The broad-shouldered power babe has been stomping around a lot of runways this week, but Richard Chai has been honing his tough-luxe vision of this Mighty Aphrodite for a year now. Safe? No. Smart? Yes. "You can't be safe," he said a few days before the show. "It's not about dumbing things down."
For Fall he built on the strongest elements of his past two collections while still pushing forward. From last Fall, he carried over the idea of the slouchy-slim pleated pant worn with artful, cozy layers. For the first time, he added fur to the mix in doses both small (the fox trim on the collar of a silk parka) and large (a lovely long vest of silver fox that punched up a moody-broody navy jacket and mohair sweater). He took his slim-legged silhouette one step slouchier, diving into the wide-leg trouser that's surely just around everyone's fashion corner.

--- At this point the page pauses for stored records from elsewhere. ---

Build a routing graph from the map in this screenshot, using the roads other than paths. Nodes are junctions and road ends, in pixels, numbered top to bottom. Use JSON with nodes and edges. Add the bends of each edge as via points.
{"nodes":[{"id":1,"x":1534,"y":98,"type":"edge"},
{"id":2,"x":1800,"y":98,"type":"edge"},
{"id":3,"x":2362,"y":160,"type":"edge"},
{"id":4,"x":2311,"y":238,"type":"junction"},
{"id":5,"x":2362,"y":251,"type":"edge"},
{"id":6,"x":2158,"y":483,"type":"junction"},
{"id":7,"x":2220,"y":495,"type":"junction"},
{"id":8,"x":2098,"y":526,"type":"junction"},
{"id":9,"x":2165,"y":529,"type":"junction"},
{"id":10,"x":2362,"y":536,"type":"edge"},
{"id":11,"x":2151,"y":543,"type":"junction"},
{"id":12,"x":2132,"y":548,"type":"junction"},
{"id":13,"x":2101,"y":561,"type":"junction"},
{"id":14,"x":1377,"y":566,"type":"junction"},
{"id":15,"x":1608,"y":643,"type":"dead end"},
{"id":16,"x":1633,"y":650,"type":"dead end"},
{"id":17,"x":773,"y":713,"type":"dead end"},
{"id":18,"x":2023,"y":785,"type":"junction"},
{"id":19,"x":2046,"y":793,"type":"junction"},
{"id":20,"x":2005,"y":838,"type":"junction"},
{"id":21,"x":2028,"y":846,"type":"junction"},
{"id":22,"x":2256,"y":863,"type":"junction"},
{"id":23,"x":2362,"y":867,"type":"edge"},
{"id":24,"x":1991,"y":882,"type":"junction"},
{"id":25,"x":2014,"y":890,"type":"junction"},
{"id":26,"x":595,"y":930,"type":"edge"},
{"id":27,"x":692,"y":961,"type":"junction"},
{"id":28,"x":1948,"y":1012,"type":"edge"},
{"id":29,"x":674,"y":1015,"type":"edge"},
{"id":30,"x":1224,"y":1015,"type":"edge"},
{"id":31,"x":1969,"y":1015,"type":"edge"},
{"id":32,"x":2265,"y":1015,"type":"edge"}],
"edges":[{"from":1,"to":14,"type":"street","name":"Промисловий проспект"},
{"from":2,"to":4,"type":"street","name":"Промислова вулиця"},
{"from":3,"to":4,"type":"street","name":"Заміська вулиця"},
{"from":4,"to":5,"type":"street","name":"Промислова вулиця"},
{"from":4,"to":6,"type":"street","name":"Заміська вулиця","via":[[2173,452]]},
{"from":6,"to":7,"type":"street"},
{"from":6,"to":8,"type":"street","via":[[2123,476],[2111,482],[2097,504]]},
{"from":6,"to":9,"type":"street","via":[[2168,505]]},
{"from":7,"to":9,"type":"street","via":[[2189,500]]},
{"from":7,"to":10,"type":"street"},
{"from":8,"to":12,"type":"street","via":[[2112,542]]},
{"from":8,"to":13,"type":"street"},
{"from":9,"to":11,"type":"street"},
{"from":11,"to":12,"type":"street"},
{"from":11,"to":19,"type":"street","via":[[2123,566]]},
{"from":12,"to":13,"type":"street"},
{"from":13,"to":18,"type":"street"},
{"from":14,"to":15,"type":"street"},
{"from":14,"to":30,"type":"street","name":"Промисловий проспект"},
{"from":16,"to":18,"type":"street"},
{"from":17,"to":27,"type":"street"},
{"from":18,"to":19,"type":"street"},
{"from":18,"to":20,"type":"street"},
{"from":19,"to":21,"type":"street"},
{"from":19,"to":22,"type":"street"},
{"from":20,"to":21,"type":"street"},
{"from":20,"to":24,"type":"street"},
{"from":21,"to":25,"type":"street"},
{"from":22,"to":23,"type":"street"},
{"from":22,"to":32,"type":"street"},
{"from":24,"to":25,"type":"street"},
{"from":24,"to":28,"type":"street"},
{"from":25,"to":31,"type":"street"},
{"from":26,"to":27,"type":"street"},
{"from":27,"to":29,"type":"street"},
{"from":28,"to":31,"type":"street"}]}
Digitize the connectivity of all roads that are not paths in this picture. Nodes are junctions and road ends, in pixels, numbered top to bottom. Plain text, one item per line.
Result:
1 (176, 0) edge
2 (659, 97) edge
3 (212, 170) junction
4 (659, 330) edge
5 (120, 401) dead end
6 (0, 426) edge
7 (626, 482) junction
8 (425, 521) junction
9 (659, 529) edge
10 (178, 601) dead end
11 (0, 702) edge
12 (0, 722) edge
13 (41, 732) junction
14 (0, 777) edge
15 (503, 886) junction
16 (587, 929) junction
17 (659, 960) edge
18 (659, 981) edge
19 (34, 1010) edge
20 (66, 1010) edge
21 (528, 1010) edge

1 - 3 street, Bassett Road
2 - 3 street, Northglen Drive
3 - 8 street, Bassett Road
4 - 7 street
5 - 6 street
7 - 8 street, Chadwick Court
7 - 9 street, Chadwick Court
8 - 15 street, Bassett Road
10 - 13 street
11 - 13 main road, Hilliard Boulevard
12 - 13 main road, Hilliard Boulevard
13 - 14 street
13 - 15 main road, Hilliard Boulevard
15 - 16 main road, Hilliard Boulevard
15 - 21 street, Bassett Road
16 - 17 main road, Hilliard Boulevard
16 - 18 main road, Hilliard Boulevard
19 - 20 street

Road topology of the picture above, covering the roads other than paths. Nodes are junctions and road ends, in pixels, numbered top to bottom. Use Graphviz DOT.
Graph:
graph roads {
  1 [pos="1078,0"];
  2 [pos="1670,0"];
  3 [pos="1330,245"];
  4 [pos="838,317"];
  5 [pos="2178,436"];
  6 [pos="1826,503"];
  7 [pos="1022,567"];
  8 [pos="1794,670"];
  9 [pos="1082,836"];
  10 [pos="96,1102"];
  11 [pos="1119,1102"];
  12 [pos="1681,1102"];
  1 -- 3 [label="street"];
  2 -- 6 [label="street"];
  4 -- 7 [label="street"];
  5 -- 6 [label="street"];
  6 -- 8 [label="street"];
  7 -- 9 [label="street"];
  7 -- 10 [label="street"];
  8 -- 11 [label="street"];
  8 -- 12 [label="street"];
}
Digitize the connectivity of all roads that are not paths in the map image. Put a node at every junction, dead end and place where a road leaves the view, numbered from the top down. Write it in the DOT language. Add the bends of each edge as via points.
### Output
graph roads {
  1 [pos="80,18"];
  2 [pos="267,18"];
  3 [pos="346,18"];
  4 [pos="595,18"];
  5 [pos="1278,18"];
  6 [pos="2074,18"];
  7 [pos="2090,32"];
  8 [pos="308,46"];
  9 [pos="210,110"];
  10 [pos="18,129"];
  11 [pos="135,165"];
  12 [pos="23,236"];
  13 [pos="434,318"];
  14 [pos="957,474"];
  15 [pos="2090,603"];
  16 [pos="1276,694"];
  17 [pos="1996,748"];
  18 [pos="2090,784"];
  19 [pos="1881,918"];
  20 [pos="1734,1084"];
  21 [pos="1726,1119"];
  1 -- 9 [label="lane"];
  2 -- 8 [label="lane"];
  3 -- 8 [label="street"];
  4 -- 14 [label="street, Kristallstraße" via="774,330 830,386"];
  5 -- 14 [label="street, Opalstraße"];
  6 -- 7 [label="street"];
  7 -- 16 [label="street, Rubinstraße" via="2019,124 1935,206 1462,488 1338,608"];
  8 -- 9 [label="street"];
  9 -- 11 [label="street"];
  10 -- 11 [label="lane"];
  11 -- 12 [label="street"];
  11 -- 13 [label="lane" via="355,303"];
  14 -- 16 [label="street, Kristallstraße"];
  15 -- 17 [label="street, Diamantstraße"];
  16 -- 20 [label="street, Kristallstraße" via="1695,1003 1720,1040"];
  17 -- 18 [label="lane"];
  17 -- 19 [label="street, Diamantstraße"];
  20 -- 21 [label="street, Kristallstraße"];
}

From Spring, he kept that vibrant "streaming plaid" print, seen to full effect in a madly matchy-matchy look of a printed skinny suit coordinated from shirt to wedge shoe. Of course, a breezy silk dress in a romantic ankle length is more likely how this plaid will translate to the retail rack; dresses continue to be an integral part of Chai's business. The other prints, abstracted images of confetti and fireworks, were meant as celebratory sartorial talismans against the prevailing gloom and doom. On little draped and tucked dresses they looked great—reason enough, we think, to break out the bubbly.